🤖 AI Summary
This work addresses the challenge of identifying structural and semantic similarities across imperative programs written in different languages by proposing a unified graph representation that integrates abstract syntax trees with neural semantic embeddings. The approach transforms annotated programs into typed, attributed graphs and leverages CodeBERT and SentenceTransformer to generate rich semantic embeddings. By constructing consistent graph representations across multilingual verification datasets—including C/ACSL, Java/JML, and Dafny—it achieves, for the first time, joint modeling of syntactic structure and formal semantics. This unified framework offers a viable pathway for cross-language reuse of verification artifacts and demonstrates strong generality and effectiveness across diverse programming languages and specification frameworks.
📝 Abstract
Reusing verification artefacts requires identifying structural and semantic similarities across programs and their specifications.
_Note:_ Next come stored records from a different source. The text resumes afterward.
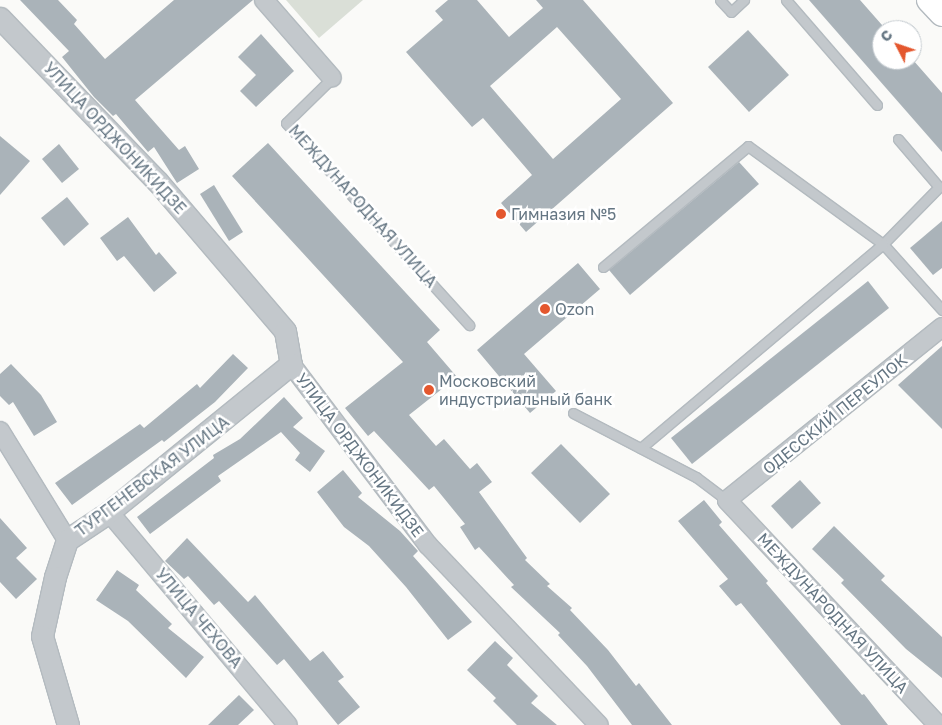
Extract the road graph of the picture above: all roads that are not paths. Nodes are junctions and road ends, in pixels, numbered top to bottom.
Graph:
1 (264, 0) edge
2 (720, 0) edge
3 (744, 0) edge
4 (786, 0) edge
5 (929, 0) edge
6 (942, 14) edge
7 (0, 18) edge
8 (332, 78) joint
9 (877, 105) dead end
10 (898, 139) dead end
11 (883, 244) junction
12 (603, 267) dead end
13 (942, 310) edge
14 (470, 326) dead end
15 (942, 327) edge
16 (291, 364) junction
17 (573, 413) dead end
18 (0, 431) edge
19 (641, 448) junction
20 (727, 500) junction
21 (109, 512) junction
22 (68, 540) junction
23 (68, 725) edge
24 (288, 725) edge
25 (599, 725) edge
26 (938, 725) edge

1 - 8 street, МЕЖДУНАРОДНАЯ УЛИЦА
2 - 3 lane
4 - 9 lane
5 - 6 main road
7 - 16 street, УЛИЦА ОРДЖОНИКИДЗЕ
8 - 14 lane, МЕЖДУНАРОДНАЯ УЛИЦА
10 - 11 lane
11 - 12 lane
11 - 13 lane
11 - 19 lane
15 - 20 street, ОДЕССКИЙ ПЕРЕУЛОК
16 - 21 street, ТУРГЕНЕВСКАЯ УЛИЦА
16 - 25 street, УЛИЦА ОРДЖОНИКИДЗЕ
17 - 19 lane
18 - 22 street
19 - 20 lane
20 - 26 street, МЕЖДУНАРОДНАЯ УЛИЦА
21 - 22 street, ТУРГЕНЕВСКАЯ УЛИЦА
21 - 24 street, УЛИЦА ЧЕХОВА
22 - 23 street, ТУРГЕНЕВСКАЯ УЛИЦА

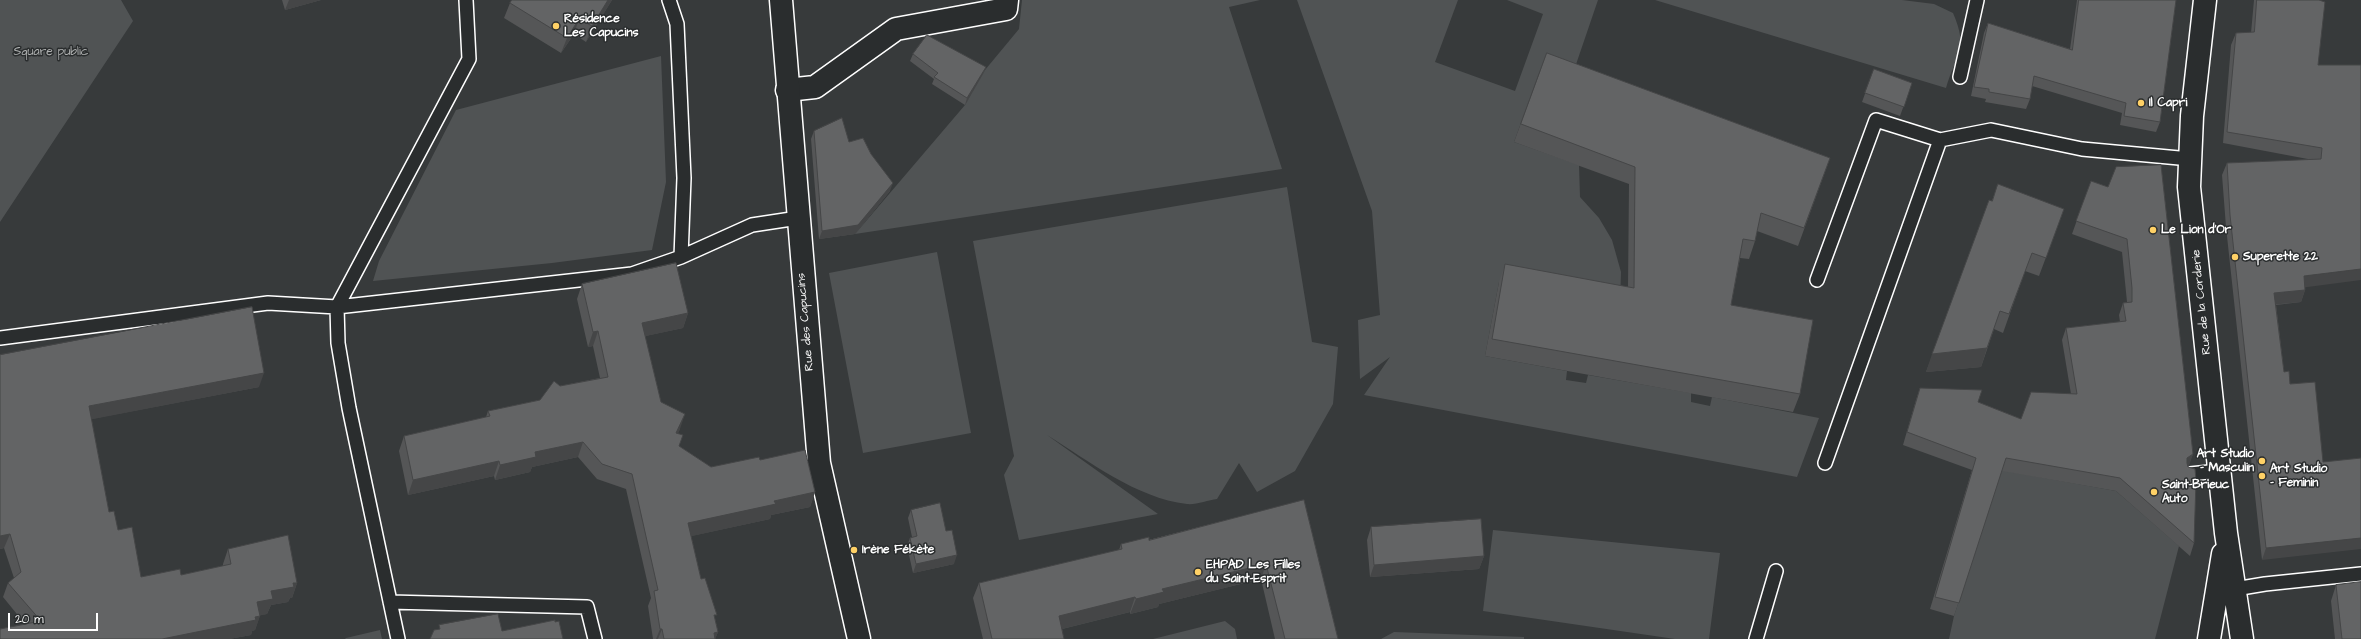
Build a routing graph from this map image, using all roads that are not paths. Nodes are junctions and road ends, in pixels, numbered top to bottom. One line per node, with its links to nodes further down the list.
1 (466, 0): 14 (lane)
2 (669, 0): 12 (lane)
3 (780, 0): 8 (street, Rue des Capucins)
4 (1008, 0): 8 (street)
5 (1977, 0): 7 (lane)
6 (2205, 0): 10 (street, Rue de la Corderie)
7 (1960, 77)
8 (787, 90): 11 (street, Rue des Capucins)
9 (1940, 140): 10 (lane); 13 (lane); 16 (lane)
10 (2190, 159): 17 (street, Rue de la Corderie)
11 (798, 218): 12 (lane); 26 (street, Rue des Capucins)
12 (680, 257): 14 (lane)
13 (1817, 280)
14 (337, 307): 15 (lane); 23 (lane)
15 (0, 338)
16 (1825, 463)
17 (2219, 471): 18 (lane); 19 (street, Rue de la Corderie)
18 (2190, 474)
19 (2226, 533): 22 (street, Rue de la Corderie); 28 (street, Rue de la Corderie)
20 (1776, 571): 27 (lane)
21 (2361, 574): 22 (lane)
22 (2234, 589): 29 (street, Rue de la Corderie)
23 (390, 602): 24 (lane); 25 (lane)
24 (398, 639)
25 (595, 639)
26 (859, 639)
27 (1756, 639)
28 (2209, 639)
29 (2242, 639)

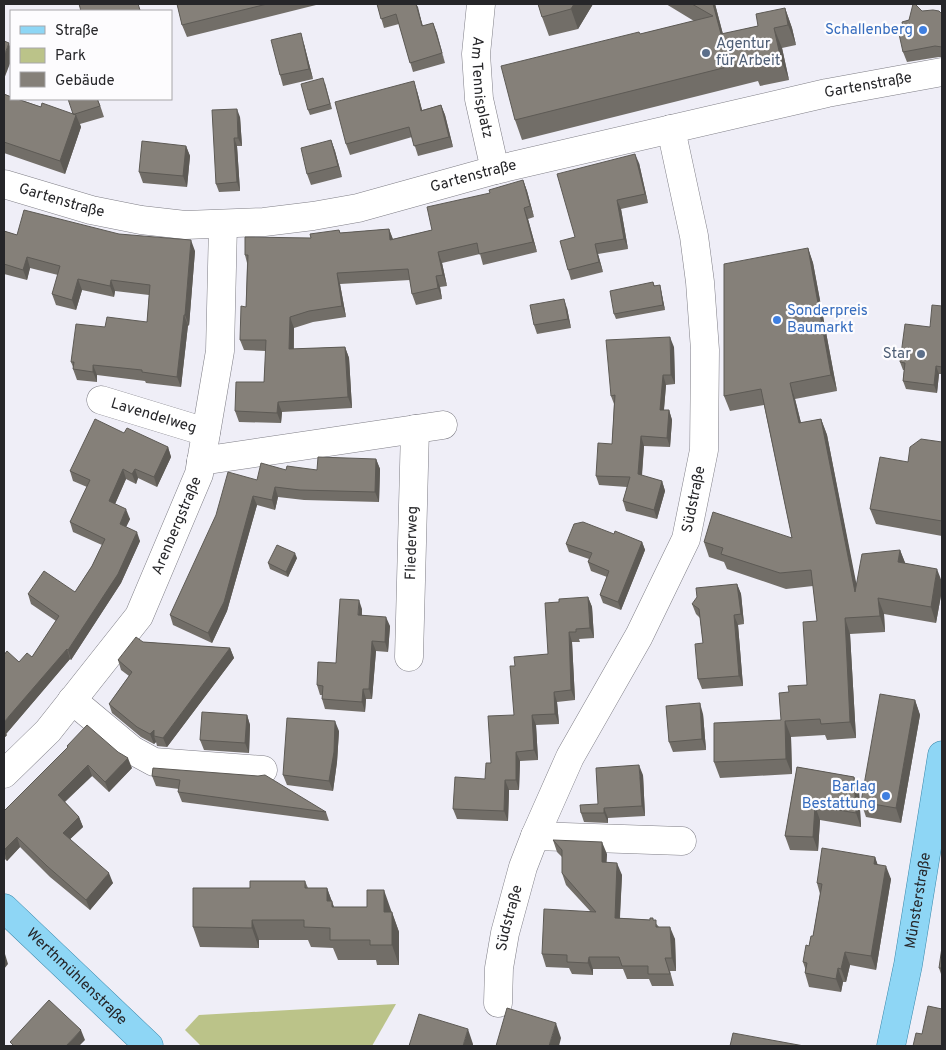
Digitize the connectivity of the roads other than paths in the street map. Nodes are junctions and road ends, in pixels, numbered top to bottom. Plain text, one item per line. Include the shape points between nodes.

In this paper, we focus on graph construction as a foundational step toward this goal. We present a pipeline that converts imperative programs and their annotations into typed, attributed graphs. Our experiments cover datasets including C with ACSL, Java with JML, and Dafny for C\#. The pipeline integrates abstract syntax tree parsing with semantic embeddings derived from models such as SentenceTransformer and CodeBERT. This enables the generation of graph representations that capture both structural relationships and semantic context. Our results show that consistent graph representations can be constructed across different languages and annotation styles. This work provides a practical basis for future steps in semantic enrichment and approximate graph matching for scalable verification artefact reuse.